WHAT THE EXERCISE ASKS: Only the lines with "PRIALÉ" in the entries below belong in the answer; please copy them.

Dataset entries:
=== Begin Enclosure ===

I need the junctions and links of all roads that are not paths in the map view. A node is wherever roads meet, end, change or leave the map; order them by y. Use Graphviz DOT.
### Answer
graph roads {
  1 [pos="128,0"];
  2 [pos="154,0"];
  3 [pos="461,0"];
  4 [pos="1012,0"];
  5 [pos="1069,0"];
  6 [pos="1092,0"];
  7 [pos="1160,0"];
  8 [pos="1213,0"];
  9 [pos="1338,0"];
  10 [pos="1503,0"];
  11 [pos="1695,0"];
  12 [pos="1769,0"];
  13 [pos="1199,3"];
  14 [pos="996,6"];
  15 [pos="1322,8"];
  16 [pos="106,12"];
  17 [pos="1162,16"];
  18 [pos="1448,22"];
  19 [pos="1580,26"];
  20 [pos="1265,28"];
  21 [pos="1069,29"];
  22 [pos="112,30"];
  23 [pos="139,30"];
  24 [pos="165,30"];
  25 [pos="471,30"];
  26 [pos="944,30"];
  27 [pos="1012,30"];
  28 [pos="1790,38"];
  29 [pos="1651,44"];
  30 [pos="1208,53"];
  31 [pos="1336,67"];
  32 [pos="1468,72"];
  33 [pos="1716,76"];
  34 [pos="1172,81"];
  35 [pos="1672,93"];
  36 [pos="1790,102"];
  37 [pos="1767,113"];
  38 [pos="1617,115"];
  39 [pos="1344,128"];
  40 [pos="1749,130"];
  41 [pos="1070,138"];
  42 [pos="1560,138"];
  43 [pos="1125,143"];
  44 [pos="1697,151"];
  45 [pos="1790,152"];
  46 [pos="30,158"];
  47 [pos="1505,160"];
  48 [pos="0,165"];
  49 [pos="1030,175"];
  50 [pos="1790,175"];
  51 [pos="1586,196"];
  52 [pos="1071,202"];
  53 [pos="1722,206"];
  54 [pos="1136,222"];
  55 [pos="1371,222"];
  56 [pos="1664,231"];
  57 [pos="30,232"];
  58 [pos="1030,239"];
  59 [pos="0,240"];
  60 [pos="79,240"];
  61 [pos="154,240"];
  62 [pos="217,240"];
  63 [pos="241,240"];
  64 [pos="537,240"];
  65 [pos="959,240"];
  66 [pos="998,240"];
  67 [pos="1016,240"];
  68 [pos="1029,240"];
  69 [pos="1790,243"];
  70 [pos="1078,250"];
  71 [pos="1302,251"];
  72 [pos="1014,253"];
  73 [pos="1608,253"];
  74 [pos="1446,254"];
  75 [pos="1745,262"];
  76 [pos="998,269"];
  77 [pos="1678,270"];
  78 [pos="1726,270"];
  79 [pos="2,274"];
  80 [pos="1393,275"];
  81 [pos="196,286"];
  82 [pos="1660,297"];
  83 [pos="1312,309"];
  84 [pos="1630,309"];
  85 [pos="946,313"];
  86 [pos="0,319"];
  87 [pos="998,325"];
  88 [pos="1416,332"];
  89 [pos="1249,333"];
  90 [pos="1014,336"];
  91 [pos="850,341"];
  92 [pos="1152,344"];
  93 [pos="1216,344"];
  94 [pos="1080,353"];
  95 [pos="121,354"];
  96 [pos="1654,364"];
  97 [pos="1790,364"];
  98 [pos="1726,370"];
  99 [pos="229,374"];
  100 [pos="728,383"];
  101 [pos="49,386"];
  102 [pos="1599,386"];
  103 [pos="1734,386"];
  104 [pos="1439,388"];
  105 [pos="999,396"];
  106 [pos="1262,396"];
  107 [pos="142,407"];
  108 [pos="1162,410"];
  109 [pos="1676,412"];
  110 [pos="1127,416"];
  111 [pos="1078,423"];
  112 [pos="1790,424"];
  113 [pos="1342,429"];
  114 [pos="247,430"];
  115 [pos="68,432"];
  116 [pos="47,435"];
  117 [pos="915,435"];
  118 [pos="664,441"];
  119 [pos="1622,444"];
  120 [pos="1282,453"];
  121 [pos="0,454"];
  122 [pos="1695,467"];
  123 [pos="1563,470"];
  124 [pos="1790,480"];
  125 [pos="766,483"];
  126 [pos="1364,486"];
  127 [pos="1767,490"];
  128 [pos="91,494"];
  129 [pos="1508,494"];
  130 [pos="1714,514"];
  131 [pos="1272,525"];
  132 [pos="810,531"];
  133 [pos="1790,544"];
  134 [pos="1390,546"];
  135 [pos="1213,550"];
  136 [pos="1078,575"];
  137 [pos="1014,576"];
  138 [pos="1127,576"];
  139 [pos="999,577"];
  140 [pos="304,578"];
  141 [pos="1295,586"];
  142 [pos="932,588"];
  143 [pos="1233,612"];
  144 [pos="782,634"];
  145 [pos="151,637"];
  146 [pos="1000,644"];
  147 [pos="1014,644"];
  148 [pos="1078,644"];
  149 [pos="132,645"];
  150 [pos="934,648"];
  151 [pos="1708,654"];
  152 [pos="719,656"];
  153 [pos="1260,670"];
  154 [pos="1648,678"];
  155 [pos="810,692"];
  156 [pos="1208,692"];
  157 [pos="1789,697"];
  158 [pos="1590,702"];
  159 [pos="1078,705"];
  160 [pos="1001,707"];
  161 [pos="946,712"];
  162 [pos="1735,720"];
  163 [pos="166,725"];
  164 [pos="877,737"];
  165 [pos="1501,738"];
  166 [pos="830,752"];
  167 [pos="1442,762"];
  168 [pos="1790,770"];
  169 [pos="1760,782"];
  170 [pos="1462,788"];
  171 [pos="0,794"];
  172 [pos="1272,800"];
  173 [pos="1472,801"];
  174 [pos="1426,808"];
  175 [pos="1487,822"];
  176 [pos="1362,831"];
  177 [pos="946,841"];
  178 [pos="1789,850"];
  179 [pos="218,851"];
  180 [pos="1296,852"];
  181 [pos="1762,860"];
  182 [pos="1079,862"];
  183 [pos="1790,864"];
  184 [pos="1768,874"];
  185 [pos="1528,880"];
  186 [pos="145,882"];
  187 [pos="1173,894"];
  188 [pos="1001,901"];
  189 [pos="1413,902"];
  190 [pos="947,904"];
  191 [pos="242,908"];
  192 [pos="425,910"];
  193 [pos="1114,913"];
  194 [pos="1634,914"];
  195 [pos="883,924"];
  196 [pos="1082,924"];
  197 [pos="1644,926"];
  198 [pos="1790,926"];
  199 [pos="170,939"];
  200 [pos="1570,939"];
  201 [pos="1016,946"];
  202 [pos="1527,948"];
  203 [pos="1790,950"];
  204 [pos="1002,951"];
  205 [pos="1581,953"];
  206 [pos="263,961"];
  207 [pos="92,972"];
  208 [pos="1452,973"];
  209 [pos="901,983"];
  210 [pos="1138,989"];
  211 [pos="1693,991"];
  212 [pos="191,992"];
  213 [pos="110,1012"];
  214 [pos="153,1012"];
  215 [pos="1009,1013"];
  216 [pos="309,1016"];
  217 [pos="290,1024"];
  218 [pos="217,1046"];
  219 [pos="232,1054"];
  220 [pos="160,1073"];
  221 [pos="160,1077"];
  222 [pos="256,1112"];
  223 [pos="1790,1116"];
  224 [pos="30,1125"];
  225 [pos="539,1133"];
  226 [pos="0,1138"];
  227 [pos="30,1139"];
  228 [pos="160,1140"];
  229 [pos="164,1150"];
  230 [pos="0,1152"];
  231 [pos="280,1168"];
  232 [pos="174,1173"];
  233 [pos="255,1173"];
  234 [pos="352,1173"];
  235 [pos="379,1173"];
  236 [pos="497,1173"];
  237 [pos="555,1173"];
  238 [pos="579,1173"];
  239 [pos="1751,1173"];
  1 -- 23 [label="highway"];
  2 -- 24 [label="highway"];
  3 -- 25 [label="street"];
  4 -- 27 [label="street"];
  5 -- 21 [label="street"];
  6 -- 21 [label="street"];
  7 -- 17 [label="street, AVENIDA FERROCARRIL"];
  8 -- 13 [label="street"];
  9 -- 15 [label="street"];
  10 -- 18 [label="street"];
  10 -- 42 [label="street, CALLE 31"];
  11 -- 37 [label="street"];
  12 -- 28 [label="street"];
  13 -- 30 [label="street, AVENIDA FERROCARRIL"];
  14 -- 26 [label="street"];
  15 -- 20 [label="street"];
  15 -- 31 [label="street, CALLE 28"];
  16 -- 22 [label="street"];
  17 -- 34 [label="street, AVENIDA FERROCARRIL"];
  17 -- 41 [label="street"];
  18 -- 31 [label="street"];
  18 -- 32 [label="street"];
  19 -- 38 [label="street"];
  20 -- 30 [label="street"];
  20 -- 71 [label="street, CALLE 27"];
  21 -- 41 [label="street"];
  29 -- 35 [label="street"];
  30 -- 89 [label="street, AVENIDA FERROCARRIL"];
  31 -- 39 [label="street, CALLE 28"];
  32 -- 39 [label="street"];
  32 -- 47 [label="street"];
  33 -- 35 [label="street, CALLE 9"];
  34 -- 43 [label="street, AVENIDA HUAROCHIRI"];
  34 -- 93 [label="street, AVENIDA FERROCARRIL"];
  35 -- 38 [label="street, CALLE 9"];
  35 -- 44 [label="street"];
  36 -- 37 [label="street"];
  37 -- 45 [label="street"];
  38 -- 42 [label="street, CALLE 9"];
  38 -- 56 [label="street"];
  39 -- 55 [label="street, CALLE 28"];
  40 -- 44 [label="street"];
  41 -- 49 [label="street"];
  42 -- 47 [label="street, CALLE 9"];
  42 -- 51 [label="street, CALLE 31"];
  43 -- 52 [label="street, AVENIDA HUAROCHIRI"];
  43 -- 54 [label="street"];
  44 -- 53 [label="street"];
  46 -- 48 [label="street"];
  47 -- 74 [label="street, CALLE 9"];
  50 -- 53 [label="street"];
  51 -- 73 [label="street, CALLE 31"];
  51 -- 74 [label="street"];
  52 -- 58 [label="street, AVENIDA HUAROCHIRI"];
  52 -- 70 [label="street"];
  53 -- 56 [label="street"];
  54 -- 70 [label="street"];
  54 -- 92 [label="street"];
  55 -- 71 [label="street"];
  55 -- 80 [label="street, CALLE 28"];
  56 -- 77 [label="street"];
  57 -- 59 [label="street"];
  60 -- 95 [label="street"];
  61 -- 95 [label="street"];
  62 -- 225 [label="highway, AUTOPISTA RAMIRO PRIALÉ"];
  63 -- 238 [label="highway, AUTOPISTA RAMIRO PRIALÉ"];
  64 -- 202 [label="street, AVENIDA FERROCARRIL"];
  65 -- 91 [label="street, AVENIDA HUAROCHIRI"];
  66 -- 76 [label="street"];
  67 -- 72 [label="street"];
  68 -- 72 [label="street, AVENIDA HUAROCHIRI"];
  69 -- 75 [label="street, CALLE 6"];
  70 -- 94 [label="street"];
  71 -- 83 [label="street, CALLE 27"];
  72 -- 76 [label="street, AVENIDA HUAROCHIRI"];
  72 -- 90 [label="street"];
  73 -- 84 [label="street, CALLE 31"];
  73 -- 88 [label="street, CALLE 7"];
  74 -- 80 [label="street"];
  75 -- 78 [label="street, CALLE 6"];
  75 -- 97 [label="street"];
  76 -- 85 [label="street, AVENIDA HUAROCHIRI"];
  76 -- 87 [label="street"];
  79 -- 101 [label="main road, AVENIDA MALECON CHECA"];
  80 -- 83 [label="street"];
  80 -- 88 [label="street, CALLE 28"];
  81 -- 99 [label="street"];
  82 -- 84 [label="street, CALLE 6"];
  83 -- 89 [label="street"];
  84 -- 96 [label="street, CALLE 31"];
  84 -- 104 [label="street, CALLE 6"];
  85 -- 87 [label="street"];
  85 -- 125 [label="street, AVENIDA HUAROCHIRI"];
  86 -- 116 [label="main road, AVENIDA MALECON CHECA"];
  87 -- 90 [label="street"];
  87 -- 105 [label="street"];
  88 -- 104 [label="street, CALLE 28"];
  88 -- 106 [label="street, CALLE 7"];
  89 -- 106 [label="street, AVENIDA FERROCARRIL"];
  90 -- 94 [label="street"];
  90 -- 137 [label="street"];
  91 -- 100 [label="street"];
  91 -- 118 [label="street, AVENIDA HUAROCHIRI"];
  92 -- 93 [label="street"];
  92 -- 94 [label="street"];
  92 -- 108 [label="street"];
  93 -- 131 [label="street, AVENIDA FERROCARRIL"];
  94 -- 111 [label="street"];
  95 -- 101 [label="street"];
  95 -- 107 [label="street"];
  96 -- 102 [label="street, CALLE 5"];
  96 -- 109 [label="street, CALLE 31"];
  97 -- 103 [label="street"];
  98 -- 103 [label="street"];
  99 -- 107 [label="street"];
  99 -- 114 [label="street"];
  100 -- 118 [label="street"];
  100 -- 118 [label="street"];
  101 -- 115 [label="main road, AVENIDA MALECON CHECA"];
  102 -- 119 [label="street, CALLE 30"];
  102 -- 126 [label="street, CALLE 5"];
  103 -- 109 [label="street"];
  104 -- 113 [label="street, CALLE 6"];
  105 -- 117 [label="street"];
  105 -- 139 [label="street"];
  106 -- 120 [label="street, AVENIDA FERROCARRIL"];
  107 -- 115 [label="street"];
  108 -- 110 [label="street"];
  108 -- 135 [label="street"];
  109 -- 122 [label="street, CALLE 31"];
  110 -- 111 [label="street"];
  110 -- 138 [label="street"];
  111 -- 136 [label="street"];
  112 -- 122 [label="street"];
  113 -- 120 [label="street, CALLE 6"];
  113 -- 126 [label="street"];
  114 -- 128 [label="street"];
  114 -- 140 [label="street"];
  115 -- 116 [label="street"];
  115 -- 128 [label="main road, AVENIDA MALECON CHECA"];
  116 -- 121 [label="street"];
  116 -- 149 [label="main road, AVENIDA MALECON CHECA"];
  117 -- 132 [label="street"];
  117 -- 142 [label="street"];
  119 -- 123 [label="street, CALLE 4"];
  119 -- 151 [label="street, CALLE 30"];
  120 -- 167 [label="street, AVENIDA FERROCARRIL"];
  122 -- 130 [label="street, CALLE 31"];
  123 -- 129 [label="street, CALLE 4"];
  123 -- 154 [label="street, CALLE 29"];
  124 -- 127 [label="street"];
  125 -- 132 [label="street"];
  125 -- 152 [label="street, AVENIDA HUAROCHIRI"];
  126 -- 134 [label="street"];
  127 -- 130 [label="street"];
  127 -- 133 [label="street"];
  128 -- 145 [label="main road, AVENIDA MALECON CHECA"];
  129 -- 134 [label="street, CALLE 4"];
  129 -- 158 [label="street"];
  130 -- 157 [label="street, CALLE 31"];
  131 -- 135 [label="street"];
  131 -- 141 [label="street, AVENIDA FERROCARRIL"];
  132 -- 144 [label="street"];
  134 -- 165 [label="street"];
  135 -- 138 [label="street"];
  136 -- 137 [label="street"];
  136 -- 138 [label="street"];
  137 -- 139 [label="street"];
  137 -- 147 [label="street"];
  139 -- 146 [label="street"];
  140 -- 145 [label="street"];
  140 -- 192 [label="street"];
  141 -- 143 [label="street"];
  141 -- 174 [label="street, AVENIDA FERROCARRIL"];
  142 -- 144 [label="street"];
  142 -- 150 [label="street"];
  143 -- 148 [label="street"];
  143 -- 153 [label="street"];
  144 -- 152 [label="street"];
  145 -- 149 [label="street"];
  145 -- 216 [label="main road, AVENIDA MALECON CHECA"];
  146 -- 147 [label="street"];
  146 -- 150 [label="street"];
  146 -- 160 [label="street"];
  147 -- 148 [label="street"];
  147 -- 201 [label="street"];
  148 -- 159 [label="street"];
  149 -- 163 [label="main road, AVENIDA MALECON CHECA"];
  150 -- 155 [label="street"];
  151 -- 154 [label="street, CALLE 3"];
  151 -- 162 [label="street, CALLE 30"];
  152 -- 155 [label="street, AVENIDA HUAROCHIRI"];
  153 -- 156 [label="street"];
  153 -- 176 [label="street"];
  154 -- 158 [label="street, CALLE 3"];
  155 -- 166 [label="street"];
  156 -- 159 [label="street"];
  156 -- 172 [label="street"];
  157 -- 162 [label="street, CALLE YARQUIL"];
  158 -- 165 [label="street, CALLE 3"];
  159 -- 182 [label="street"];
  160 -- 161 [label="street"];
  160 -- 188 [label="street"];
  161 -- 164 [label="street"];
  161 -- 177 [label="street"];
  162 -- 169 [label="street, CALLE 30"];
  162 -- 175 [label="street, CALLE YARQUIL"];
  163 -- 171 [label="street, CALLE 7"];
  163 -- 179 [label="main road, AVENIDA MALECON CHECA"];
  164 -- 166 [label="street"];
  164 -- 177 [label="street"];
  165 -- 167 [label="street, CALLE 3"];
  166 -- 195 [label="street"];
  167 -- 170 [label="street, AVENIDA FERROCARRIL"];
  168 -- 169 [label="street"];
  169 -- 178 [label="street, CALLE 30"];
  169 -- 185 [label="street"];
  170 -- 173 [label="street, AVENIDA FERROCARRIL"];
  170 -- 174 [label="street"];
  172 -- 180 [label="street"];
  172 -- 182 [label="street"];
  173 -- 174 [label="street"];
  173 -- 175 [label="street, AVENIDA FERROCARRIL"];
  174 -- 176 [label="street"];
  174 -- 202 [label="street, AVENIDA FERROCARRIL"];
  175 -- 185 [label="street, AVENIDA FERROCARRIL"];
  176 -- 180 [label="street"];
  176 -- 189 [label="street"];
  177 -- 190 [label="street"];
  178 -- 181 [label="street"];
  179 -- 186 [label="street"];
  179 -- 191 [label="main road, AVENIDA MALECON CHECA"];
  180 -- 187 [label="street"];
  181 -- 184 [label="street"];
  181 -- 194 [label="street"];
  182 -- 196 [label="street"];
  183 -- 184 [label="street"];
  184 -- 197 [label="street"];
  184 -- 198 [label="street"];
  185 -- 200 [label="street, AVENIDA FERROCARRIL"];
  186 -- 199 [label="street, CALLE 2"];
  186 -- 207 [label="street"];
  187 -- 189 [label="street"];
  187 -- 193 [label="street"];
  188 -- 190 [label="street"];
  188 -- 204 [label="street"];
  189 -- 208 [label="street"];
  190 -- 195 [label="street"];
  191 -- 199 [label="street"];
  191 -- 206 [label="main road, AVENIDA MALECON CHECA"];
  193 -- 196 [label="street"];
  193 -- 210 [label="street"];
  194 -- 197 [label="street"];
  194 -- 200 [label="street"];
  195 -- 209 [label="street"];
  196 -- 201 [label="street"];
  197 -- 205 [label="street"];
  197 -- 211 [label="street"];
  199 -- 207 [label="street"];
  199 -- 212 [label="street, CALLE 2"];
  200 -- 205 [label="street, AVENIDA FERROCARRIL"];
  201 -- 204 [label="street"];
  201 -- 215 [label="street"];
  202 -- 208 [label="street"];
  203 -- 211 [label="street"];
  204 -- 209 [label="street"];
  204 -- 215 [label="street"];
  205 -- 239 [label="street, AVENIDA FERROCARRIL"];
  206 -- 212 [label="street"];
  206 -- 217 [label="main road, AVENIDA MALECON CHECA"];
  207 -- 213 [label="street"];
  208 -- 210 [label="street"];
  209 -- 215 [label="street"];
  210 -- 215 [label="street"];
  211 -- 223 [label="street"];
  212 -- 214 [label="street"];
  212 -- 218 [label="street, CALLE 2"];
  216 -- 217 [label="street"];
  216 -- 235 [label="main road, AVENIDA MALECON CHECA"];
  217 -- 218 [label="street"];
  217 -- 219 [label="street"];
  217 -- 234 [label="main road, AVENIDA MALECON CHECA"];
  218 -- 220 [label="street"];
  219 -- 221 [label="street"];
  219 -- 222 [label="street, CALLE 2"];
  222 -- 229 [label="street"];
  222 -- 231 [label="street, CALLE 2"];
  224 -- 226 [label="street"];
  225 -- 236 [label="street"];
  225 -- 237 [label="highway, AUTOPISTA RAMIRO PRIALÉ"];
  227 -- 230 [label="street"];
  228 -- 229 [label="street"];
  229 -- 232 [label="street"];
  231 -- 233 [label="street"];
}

=== End Enclosure ===

WRITTEN RESPONSE:
  62 -- 225 [label="highway, AUTOPISTA RAMIRO PRIALÉ"];
  63 -- 238 [label="highway, AUTOPISTA RAMIRO PRIALÉ"];
  225 -- 237 [label="highway, AUTOPISTA RAMIRO PRIALÉ"];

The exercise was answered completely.